If you know Wells Fargo (NYSE: WFC), Norwest's merger partner, you know some of this sounds worlds different than the vision that Wells Fargo has pursued over the last couple years. Because of this, the market hasn't known what to do with Norwest's equity, except take it down a few notches. I believe that creates opportunity in Norwest.

Wells Fargo has definitely been tarred by its experience with the First Interstate acquisition. Since the deal was hostile, it was done with cash, which gave rise to tons of goodwill amortization on the income statement. However, the market has efficiently valued the company looking through that amortization while Wells Fargo has been able to enhance its per-share earnings with share buybacks that have shrunk the share base. Over the last couple years, though, many customers have felt that Wells Fargo didn't treat them well by messing up deposits and losing checks and charging for certain services as well as cutting back on customer services.

I believe that a bank is actually a consumer brand company, as I explained in March (Part 1 and Part 2 of "Banks as Brands") and that pushing customers away or trying to herd them hurts a brand over the long term. People are very sensitive about relationships that involve their money. It's a major reason why people get divorced, and it's a huge reason why they'll drop a bank and never come back again when their financial services provider treats them without the care that is due the customer. A customer has regular contact with his or her financial services provider. Rather than dreading that contact, the provider should look at every contact as an opportunity to increase the customer's satisfaction and brand awareness, and to market services that the customer isn't currently using.

That's something that Norwest understands but Wells Fargo has really struggled with. Norwest has been able to create an atmosphere of pleasing customers with personal service while offering a wide variety of products and services. There's no way in the world that can happen in banking without keeping employees happy. Wells Fargo sounds like it could use a big dose of that throughout the organization.
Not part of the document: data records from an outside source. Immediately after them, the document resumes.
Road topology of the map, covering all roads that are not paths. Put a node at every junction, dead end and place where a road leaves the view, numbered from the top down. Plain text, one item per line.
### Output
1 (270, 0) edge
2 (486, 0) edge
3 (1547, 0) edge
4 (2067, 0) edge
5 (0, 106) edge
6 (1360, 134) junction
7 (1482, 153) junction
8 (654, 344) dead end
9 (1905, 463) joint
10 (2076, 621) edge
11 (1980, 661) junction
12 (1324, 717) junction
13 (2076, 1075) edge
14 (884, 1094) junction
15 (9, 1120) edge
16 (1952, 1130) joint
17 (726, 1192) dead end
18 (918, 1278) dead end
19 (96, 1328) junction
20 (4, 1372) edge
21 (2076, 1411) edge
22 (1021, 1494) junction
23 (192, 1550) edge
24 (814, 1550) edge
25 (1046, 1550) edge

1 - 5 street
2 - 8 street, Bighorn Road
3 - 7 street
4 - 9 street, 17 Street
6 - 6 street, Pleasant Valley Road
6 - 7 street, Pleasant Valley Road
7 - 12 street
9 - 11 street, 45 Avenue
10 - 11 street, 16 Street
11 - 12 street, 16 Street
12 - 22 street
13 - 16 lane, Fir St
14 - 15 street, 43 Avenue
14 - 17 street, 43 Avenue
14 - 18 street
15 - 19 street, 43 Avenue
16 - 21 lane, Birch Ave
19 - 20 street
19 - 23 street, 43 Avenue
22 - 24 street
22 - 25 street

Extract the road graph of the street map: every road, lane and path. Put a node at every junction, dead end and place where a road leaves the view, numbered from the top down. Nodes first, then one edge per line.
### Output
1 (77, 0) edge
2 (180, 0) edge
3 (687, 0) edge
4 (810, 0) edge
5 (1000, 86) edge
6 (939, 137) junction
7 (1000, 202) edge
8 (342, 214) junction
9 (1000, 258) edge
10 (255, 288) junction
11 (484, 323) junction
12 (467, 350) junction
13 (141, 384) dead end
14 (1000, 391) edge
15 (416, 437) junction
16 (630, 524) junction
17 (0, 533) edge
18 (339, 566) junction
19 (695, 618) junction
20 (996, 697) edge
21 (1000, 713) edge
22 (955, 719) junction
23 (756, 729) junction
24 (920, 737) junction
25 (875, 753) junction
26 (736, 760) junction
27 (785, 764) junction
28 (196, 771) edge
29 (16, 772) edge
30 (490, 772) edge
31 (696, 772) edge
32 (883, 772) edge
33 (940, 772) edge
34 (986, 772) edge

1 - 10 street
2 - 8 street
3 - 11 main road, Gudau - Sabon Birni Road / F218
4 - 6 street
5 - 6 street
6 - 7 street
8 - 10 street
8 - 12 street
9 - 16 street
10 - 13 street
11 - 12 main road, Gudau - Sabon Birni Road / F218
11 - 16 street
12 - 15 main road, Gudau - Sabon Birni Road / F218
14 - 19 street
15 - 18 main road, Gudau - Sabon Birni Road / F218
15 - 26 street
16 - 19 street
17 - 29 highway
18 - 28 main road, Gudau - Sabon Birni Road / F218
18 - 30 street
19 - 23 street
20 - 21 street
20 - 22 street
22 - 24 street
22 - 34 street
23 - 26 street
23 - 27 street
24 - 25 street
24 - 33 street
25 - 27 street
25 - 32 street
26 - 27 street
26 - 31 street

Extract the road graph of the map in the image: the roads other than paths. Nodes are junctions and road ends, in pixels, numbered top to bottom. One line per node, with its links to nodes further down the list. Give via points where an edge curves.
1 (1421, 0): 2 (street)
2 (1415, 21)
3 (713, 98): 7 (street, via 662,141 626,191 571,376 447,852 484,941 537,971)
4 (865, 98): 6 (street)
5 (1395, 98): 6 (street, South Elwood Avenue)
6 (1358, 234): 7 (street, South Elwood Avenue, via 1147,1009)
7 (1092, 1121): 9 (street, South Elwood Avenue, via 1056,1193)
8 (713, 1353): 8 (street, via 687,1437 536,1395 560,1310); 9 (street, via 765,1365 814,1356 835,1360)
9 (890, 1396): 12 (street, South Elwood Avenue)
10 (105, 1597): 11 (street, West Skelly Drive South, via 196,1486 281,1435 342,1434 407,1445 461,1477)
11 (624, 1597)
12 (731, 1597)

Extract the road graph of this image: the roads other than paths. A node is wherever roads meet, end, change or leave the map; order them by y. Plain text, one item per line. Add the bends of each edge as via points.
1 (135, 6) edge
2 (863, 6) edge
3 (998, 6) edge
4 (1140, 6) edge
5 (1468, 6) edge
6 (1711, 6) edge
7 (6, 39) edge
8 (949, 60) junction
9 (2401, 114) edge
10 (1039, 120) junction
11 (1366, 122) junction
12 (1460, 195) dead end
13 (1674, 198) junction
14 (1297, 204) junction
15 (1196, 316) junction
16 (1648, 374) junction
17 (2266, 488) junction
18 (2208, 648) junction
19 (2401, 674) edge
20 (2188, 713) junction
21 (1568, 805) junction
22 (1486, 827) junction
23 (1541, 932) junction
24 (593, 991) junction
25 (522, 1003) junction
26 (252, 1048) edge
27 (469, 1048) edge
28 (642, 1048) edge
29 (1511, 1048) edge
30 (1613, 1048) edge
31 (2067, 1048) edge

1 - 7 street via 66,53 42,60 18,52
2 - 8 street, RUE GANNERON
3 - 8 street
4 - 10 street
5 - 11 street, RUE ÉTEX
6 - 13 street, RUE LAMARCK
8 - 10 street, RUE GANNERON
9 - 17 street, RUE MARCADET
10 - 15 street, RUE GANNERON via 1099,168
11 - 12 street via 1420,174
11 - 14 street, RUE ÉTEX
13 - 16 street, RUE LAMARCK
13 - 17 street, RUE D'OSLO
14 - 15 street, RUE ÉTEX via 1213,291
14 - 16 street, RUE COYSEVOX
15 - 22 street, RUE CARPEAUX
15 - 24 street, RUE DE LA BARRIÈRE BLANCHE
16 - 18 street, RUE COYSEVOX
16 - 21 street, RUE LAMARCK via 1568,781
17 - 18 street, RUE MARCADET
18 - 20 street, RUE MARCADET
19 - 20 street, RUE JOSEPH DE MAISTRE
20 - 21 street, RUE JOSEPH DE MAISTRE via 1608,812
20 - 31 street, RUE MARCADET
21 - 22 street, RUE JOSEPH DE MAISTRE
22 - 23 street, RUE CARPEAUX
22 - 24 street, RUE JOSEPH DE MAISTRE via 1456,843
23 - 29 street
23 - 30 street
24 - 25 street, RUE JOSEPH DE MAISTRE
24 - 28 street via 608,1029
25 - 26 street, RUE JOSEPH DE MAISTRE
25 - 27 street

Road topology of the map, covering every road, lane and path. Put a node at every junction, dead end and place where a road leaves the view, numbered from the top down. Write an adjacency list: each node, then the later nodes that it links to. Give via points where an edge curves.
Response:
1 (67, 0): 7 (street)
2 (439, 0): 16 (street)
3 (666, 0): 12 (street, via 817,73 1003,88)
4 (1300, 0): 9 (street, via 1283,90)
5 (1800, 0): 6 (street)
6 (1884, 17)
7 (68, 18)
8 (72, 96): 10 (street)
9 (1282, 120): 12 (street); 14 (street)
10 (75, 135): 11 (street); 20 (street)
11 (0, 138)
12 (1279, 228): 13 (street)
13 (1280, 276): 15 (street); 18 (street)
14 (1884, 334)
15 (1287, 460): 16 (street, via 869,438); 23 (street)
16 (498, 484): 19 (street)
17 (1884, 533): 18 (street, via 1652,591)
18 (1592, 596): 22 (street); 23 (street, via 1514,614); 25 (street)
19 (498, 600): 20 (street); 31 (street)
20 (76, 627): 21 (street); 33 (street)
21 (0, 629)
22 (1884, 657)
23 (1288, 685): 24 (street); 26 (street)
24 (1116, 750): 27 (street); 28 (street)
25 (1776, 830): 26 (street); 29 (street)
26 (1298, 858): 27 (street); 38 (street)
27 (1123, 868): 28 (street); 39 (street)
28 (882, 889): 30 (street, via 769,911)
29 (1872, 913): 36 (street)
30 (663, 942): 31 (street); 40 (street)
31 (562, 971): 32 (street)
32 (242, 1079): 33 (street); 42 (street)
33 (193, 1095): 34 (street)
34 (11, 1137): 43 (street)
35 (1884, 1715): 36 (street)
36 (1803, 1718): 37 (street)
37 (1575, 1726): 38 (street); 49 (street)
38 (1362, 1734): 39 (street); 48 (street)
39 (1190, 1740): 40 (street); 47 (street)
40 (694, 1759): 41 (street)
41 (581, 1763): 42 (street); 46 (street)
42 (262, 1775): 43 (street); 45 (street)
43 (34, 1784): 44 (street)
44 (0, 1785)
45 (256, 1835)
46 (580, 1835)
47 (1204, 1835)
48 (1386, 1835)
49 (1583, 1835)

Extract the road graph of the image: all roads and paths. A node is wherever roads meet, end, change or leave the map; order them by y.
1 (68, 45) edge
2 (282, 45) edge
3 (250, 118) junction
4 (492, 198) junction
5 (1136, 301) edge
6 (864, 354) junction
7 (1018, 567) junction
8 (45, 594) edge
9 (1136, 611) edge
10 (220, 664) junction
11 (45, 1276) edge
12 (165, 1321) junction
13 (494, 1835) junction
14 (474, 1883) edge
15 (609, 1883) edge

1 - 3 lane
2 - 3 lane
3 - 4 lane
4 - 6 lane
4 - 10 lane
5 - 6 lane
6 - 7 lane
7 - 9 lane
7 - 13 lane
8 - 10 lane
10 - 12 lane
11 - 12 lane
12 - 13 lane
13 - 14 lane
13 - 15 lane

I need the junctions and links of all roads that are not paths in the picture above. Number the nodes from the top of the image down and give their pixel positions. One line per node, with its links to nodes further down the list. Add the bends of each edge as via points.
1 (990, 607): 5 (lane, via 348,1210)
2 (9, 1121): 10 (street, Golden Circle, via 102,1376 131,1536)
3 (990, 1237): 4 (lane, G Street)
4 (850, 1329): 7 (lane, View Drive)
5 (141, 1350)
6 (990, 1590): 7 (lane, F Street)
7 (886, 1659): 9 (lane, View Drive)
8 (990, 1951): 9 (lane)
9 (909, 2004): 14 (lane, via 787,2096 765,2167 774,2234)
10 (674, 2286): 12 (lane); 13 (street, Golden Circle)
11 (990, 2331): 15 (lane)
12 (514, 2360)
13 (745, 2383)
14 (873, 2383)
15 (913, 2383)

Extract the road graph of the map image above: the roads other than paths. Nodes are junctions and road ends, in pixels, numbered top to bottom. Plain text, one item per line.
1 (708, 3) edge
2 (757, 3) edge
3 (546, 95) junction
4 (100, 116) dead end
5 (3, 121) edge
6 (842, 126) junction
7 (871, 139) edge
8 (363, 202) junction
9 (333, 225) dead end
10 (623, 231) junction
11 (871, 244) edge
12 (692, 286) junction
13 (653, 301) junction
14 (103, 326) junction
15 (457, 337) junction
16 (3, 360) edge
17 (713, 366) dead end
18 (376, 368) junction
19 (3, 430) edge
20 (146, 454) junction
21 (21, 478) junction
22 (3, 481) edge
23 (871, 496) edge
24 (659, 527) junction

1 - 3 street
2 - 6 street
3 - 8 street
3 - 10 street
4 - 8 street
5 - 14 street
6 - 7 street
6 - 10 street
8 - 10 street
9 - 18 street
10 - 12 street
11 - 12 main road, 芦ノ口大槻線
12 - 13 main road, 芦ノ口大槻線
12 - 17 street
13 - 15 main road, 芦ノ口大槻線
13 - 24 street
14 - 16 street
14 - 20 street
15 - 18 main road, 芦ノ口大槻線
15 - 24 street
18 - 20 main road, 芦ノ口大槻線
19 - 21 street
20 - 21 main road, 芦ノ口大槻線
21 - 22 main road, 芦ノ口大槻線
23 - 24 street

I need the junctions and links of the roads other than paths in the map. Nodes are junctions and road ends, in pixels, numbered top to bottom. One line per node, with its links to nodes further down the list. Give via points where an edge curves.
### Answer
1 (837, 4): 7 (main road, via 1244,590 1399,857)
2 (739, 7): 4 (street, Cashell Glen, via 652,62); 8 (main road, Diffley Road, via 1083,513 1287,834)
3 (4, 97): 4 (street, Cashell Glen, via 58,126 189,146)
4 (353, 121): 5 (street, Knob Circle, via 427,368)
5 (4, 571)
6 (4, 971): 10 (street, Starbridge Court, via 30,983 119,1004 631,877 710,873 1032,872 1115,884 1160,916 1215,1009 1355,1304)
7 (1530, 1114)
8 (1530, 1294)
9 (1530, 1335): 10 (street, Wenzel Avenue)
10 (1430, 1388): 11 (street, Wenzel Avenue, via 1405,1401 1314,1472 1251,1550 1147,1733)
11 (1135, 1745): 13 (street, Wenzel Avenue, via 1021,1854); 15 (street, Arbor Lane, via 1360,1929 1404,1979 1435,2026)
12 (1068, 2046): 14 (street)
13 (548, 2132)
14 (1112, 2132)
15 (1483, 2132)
That has to come from the top in an organization and that's one thing that Norwest CEO Dick Kovacevich can bring to the company.

In addition, there's no reason why Wells Fargo's current banking platform cannot be adapted to Norwest's multi-product strategy. I would think the new company will actually have to buy some branches or set up some branches to fill in holes in the Wells Fargo branch network where current points of contact don't offer a possibility for full service. However, there are already Norwest consumer finance stores and mortgage centers that could be converted to Wells Fargo banking centers. It seems as if the market and some pundits are forgetting that Norwest does indeed have a presence in Wells Fargo's home markets and that virtual relationships with certain Norwest customers on the West Coast can now be converted to fuller relationships with the combined company.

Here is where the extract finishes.